Multiple neurodegenerative conditions including Alzheimer’s disease (AD) are characterized by the accumulation of in the brain. Tau is a heavily modified protein, and SUMMARY. Microtubule-Associated Protein Tau (MAPT) specific to glycosylation, it has been found to be N-glycosylated in AD samples but not in healthy controls. Three N-glycosylation sites were identified in hTau40, but the exact impact of glycosylation on biophysical properties and cellular uptake is poorly understood. In this proposal, we aim to understand how the structure, topology, and location of glycans impact biological functions of Tau. Based on the preliminary data presented in this application, we will pursue the following three aims: In Aim 1, we will study the effects on N-glycosylation together with other modifications modulating the phase behavior of Tau. In Aim 2, we will study synergistic and antagonistic effects of Tau glycosylation and other posttranslational modifications. In Aim 3, we will investigate cellular uptake, toxicity, and stability of Tau glycoproteins in hiPSC-derived neurons. Taken together, this project will address an important knowledge gap regarding the role of glycans and enable the design of novel therapeutic and diagnostic strategies.
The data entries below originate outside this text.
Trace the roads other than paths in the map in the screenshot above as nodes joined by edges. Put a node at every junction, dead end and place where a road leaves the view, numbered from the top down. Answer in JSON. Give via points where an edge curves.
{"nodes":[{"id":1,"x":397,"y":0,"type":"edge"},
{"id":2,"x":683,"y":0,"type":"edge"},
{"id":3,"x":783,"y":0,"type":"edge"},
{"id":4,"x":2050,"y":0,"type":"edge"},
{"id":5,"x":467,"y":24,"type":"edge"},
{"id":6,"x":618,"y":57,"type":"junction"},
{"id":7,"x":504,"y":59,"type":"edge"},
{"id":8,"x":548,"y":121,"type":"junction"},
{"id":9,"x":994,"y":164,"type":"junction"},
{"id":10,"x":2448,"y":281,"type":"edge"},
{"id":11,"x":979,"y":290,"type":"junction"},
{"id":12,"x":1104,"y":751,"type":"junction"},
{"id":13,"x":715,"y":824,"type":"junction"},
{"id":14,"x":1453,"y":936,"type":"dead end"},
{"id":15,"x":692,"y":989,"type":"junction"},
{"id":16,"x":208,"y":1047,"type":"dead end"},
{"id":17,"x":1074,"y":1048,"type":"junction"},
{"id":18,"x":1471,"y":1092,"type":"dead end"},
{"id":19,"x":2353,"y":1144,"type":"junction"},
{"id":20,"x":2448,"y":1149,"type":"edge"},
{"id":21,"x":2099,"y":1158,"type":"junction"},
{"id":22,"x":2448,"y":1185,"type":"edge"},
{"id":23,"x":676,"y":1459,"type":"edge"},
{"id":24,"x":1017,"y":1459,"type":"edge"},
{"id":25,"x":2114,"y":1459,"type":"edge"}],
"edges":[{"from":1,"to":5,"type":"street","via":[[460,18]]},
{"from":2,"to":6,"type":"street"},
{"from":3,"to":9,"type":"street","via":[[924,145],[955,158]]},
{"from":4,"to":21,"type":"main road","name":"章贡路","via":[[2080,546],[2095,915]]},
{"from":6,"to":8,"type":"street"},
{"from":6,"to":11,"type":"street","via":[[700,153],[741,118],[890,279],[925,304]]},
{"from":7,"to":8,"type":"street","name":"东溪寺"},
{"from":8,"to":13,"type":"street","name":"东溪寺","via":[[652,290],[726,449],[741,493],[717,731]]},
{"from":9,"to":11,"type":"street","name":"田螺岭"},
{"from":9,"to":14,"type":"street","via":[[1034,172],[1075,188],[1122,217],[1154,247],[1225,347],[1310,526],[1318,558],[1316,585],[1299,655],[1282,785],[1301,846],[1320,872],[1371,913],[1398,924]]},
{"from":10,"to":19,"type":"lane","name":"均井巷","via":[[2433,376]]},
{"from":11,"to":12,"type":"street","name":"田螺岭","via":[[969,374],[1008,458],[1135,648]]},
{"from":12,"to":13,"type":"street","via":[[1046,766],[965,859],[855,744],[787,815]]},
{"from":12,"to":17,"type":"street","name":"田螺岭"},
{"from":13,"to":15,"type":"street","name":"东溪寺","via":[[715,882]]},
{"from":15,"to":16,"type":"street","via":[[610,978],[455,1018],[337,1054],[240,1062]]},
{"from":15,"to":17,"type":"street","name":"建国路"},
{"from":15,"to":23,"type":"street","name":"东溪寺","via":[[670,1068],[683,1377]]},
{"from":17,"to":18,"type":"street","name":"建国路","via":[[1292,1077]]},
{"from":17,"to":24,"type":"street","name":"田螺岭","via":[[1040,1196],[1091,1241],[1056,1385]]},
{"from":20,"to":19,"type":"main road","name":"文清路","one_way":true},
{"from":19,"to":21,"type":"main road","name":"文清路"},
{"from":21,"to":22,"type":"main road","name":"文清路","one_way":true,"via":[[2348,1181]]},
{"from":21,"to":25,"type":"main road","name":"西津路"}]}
包括阿尔茨海默氏病（AD）在内的多种神经退行性疾病的特征是 大脑的积累。 tau是一种重大修饰的蛋白质， 和 概括。 微管相关蛋白tau（mapt） 特定于糖基化，已发现它在AD样品中是N-糖基化的，而不是在健康对照中。 在HTAU40中鉴定出三个N-糖基化位点，但糖基化对生物物理的确切影响 特性和细胞摄取知之甚少。在此提案中，我们旨在了解结构如何 拓扑和聚糖的位置影响tau的生物学功能。基于在 该应用程序，我们将追求以下三个目标：在AIM 1中，我们将研究对N-糖基化的影响 与其他修改一起调节tau的相行为。在AIM 2中，我们将研究协同作用和 tau糖基化和其他翻译后修饰的拮抗作用。在AIM 3中，我们将调查 hipsc衍生的神经元中tau糖蛋白的细胞摄取，毒性和稳定性。总之，这个项目 将解决有关聚糖作用的重要知识差距，并实现新疗法的设计 和诊断策略。